Not really. If a Geoscientist of any particular flavor makes a truly important new discovery, they are better served to get it published in a top tier journal like SCIENCE or NATURE or NATURE GEOSCIENCE. Of course, its very hard to get a paper accepted---the acceptance rate currently is about 6%, i.e. 94 papers get turned down for every 6 that get published, so only the very best and most important papers ever get into SCIENCE and NATURE.
Because of the severe competition to get published in SCIENCE and NATURE, these top tier journals can pick and choose the very very best scientific papers to publish, and inevitably many of the excellent papers they publish wind up being more important then papers that appear in the second tier journals, which are left with the less important papers. And the prestige of these top tier journals isn't just based on reputation---quantitative studies comparing different journals show that SCIENCE and NATURE have the highest numerical score in terms of
Journal Impact Factor. That means that hard data shows that papers in these top journals get read by more people and are cited by more people when they write their own scientific papers. AND that means the papers good enough to get into SCIENCE and NATURE tend to be highly influential within the sciences and tend to be much more important then papers published in the second tier journals.

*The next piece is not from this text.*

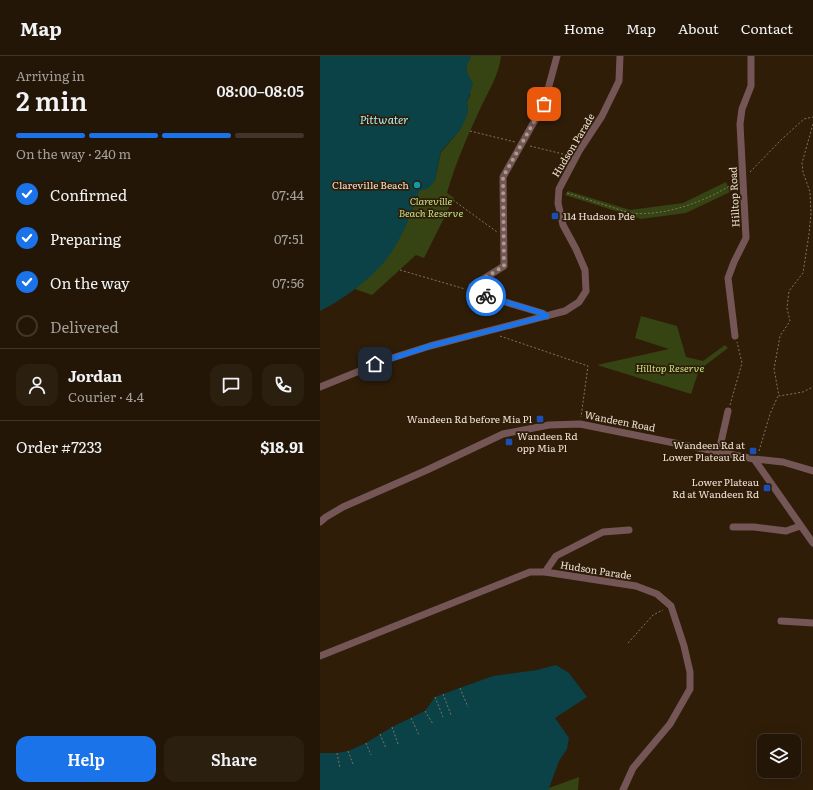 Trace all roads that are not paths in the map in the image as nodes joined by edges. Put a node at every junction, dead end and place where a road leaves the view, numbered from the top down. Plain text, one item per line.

For example, Nature had an impact factor of 41.456 in 2014, while most second tier journals have much much much lower impact factors. The Journal of Geology, which xxx mentioned in his diatribe above, has an impact factor of 2.014----only about 5% of the impact factor of Nature. That means in comparison to NATURE very few people read the Journal of Geology and the papers in the Journal of Geology are only rarely cited by other scientists, i.e. they aren't terribly important when compared to the papers coming out in Nature and Science. If you write a paper and publish it in the Journal of Geology and almost no one reads it or cites it in their own scientific work then it isn't very important----how hard is that to understand?
Impact_factorAnother advantage to publishing in SCIENCE and NATURE is that scientists in other countries are much more likely to read SCIENCE and NATURE then they are to read the second tier journals. I've seen this in my own scientific career and in the careers of other scientists in the University world. Its better to do important scientific work that gets published in important journals then it is to piddle away at unimportant things that can only get published in second tier journals. How hard is that to understand?

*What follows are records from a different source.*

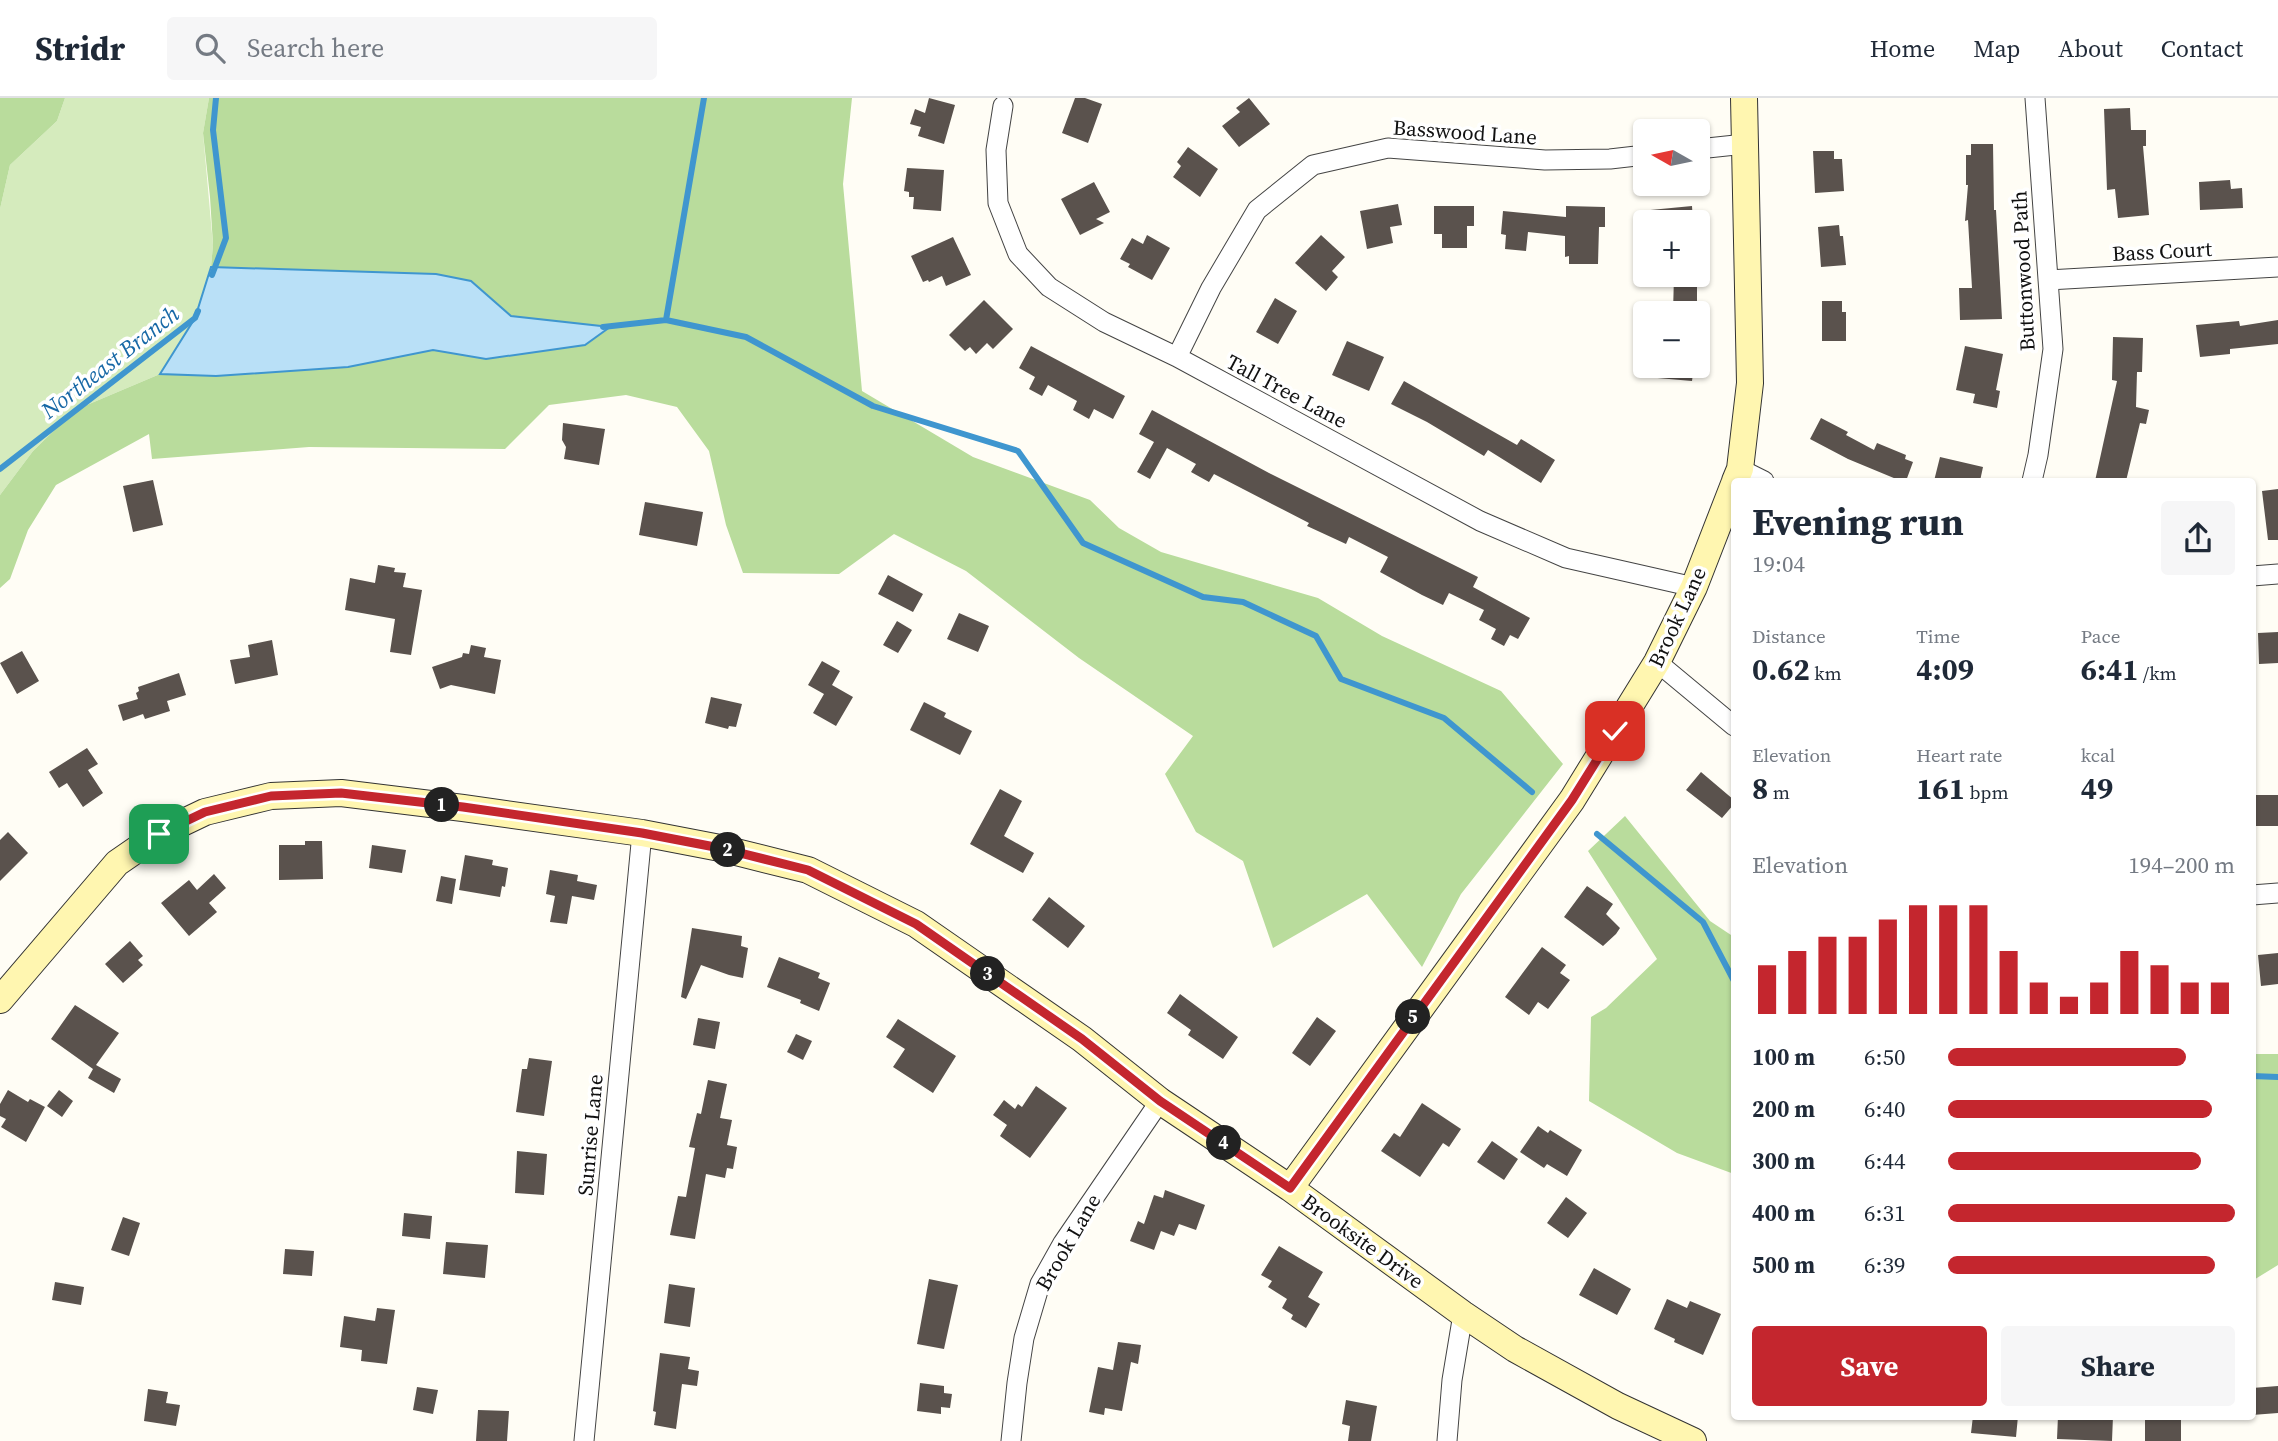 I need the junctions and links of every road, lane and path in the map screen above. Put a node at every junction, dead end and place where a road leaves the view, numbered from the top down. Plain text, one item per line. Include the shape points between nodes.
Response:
1 (1744, 98) edge
2 (2035, 98) edge
3 (1003, 106) dead end
4 (1745, 144) junction
5 (1710, 148) edge
6 (1633, 156) edge
7 (2278, 267) edge
8 (2048, 279) junction
9 (1177, 357) junction
10 (1737, 478) edge
11 (2033, 478) edge
12 (1731, 493) edge
13 (2278, 575) edge
14 (2256, 576) edge
15 (1694, 587) junction
16 (1657, 662) junction
17 (1731, 724) edge
18 (642, 833) junction
19 (2278, 893) edge
20 (2256, 895) edge
21 (0, 1000) edge
22 (1160, 1101) junction
23 (1290, 1188) junction
24 (1463, 1314) junction
25 (584, 1441) edge
26 (1011, 1441) edge
27 (1447, 1441) edge
28 (1693, 1441) edge

1 - 4 street, Brook Lane
2 - 8 street, Buttonwood Path
3 - 9 street, Tall Tree Lane via 996,150 998,203 1018,254 1049,287 1104,322
4 - 5 street
4 - 10 street, Brook Lane via 1750,383
6 - 9 street, Basswood Lane via 1545,160 1388,148 1313,165 1257,211
7 - 8 street, Bass Court
8 - 11 street, Buttonwood Path via 2053,349
9 - 15 street, Tall Tree Lane via 1480,521 1566,558
12 - 15 street, Brook Lane
13 - 14 street
15 - 16 street, Brook Lane
16 - 17 street
16 - 23 street, Brook Lane via 1572,800
18 - 21 street, Brooksite Drive via 341,793 271,796 205,812 159,834 117,863
18 - 22 street, Brooksite Drive via 808,870 916,924 1082,1039
18 - 25 street, Sunrise Lane
19 - 20 street
22 - 23 street, Brooksite Drive
22 - 26 street, Brook Lane via 1063,1242 1040,1284 1024,1338
23 - 24 street, Brooksite Drive
24 - 27 street
24 - 28 street, Brooksite Drive via 1565,1378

I'm not saying the second tier journals aren't useful or important --- only that its pretty easy to get papers published in them so they publish a lot of lower quality work. Occasionally important papers paper do come out in the second tier journals, but usually they publish papers that weren't good enough to even be considered for publication in a top tier journal like SCIENCE or NATURE or NATURE GEOSCIENCE ---- its the job of the second tier journals to publish the routine specialty papers that don't make big breakthroughs for the few people interested in those topics.
This is why I don't like the idea of "free open source" publishing. IMHO the current system works just fine for publishing research in the GEOSCIENCEs and other Disciplines. Just about everything gets published, with the groundbreaking research going into the top tier journals, the more routine and specialty papers into the second tier journals, and if its really terrible it still comes out as what is called "grey" literature, i.e. unreviewed reports and personal web sites and lab data dumps.
The current system works, and If it ain't broke, don't fix it.
Cheers!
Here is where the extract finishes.